Task: Starting at the line that contains "ring mcp: (359, 284)" and stopping at the line that contains "thumb mcp: (438, 482)", restate each line of the records below exactly. Omit the pictures.

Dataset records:
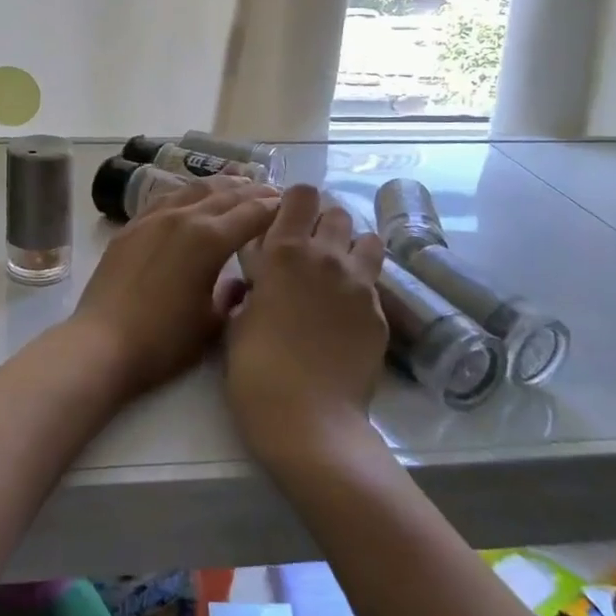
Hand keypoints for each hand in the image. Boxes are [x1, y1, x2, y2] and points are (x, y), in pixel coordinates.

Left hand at [69, 176, 278, 402]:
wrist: (102, 344)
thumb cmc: (164, 342)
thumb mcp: (213, 325)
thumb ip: (234, 296)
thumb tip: (243, 281)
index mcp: (210, 239)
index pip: (252, 213)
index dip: (275, 208)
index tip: (291, 206)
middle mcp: (184, 217)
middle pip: (226, 194)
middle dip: (253, 191)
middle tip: (272, 192)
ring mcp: (154, 218)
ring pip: (194, 189)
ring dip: (221, 185)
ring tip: (238, 183)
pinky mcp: (132, 226)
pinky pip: (166, 197)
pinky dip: (188, 192)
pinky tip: (192, 196)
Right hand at [225, 185, 386, 470]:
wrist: (308, 420)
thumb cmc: (256, 370)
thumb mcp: (236, 320)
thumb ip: (249, 287)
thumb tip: (255, 280)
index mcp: (284, 252)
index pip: (302, 195)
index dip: (294, 203)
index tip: (283, 221)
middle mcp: (326, 257)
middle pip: (337, 214)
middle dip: (323, 224)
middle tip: (308, 251)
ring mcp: (359, 284)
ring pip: (367, 240)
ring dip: (351, 248)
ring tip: (336, 273)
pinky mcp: (380, 313)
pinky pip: (374, 283)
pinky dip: (361, 287)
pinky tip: (346, 315)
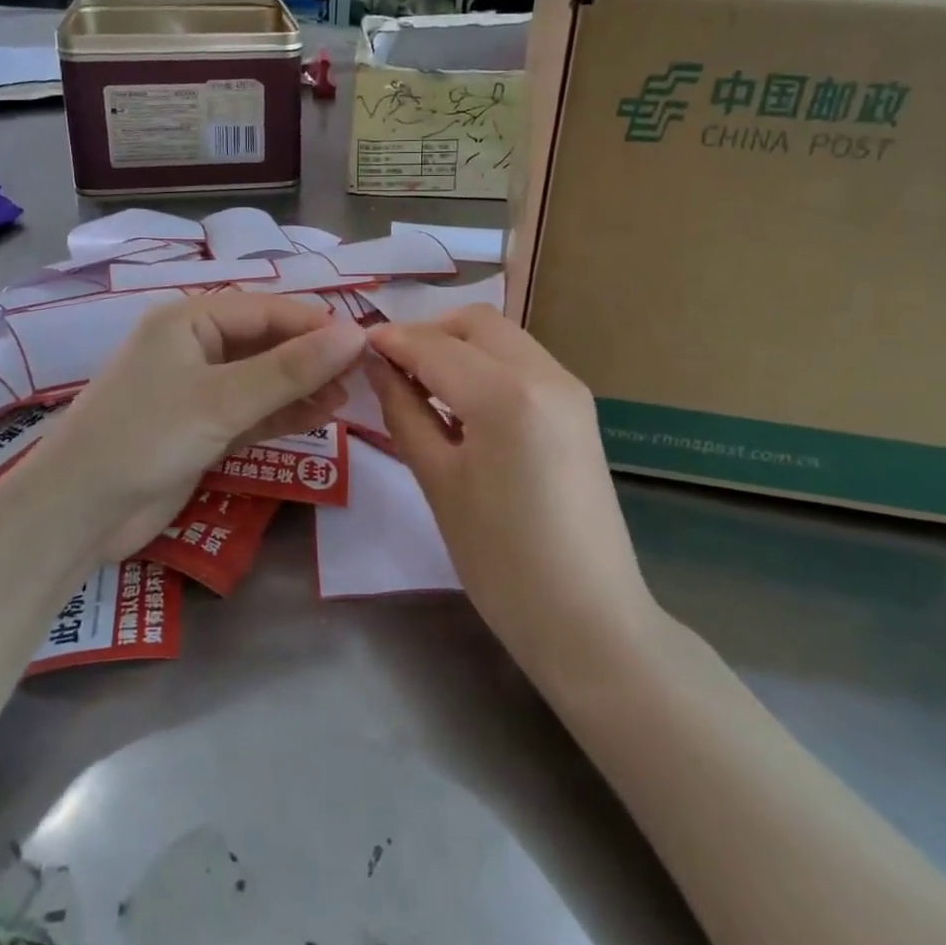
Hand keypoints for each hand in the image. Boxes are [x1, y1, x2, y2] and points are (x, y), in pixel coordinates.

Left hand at [34, 294, 365, 559]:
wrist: (78, 513)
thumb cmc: (146, 437)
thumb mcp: (223, 400)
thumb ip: (291, 369)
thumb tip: (356, 335)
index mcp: (188, 320)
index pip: (266, 309)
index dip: (315, 323)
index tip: (364, 342)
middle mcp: (192, 347)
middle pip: (265, 342)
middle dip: (311, 357)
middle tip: (361, 375)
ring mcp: (195, 390)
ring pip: (261, 379)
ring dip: (301, 387)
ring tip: (347, 397)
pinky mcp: (199, 429)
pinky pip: (251, 411)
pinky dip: (282, 413)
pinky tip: (319, 416)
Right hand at [365, 306, 653, 672]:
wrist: (590, 621)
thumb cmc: (501, 562)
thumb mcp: (438, 482)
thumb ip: (403, 411)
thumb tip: (377, 365)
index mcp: (507, 395)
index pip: (435, 345)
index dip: (391, 341)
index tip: (355, 347)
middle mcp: (546, 374)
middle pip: (475, 323)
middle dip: (428, 334)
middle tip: (391, 370)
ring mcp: (569, 388)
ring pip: (501, 337)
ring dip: (458, 347)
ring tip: (422, 387)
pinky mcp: (578, 408)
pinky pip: (522, 362)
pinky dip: (485, 366)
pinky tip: (462, 404)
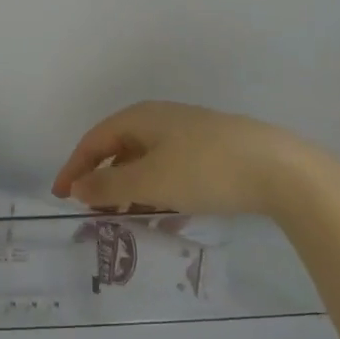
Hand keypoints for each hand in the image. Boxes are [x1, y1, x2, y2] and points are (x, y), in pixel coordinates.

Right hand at [51, 101, 333, 218]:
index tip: (60, 197)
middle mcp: (162, 120)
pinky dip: (162, 194)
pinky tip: (169, 220)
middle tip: (94, 213)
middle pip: (120, 150)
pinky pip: (175, 173)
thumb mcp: (149, 181)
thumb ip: (108, 185)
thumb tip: (77, 186)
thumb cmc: (204, 170)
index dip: (74, 168)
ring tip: (128, 221)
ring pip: (149, 163)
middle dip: (104, 182)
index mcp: (141, 118)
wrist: (279, 169)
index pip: (94, 140)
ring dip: (132, 191)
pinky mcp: (214, 153)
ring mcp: (190, 135)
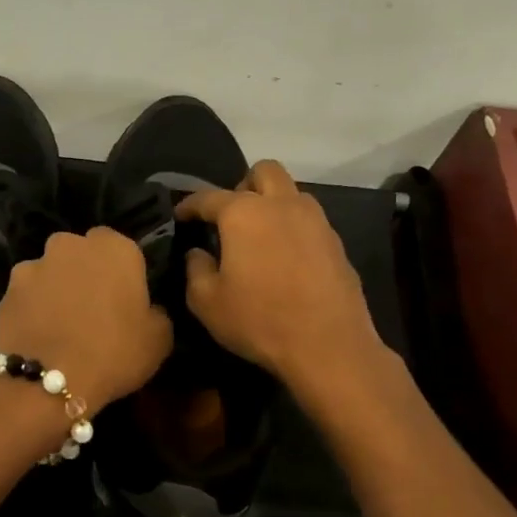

Problem solution:
ring mcp: (359, 284)
ring pip: (367, 240)
ring dip: (351, 248)
ring tip: (336, 273)
pinky mcp: (380, 313)
pinky pip: (374, 283)
pinky dip: (361, 287)
pinky tip: (346, 315)
Hand keypoints for each hand in the image. Boxes are [x1, y1, x2, y2] and points are (x, y), in pixel coordinates.

Left hand at [34, 294, 365, 559]:
wrist: (78, 513)
thumb cmc: (146, 437)
thumb mcp: (223, 400)
thumb ip: (291, 369)
thumb tip: (356, 335)
index mcp: (188, 320)
index pip: (266, 309)
index dip: (315, 323)
index tip: (364, 342)
middle mcp: (192, 347)
middle pip: (265, 342)
middle dip: (311, 357)
middle tip: (361, 375)
ring mcp: (195, 390)
ring pip: (261, 379)
ring dip: (301, 387)
ring tip: (347, 397)
pinky mcp: (199, 429)
pinky pip: (251, 411)
pinky dip: (282, 413)
pinky tip: (319, 416)
Right hand at [365, 306, 653, 672]:
wrist: (590, 621)
thumb cmc: (501, 562)
thumb mcp: (438, 482)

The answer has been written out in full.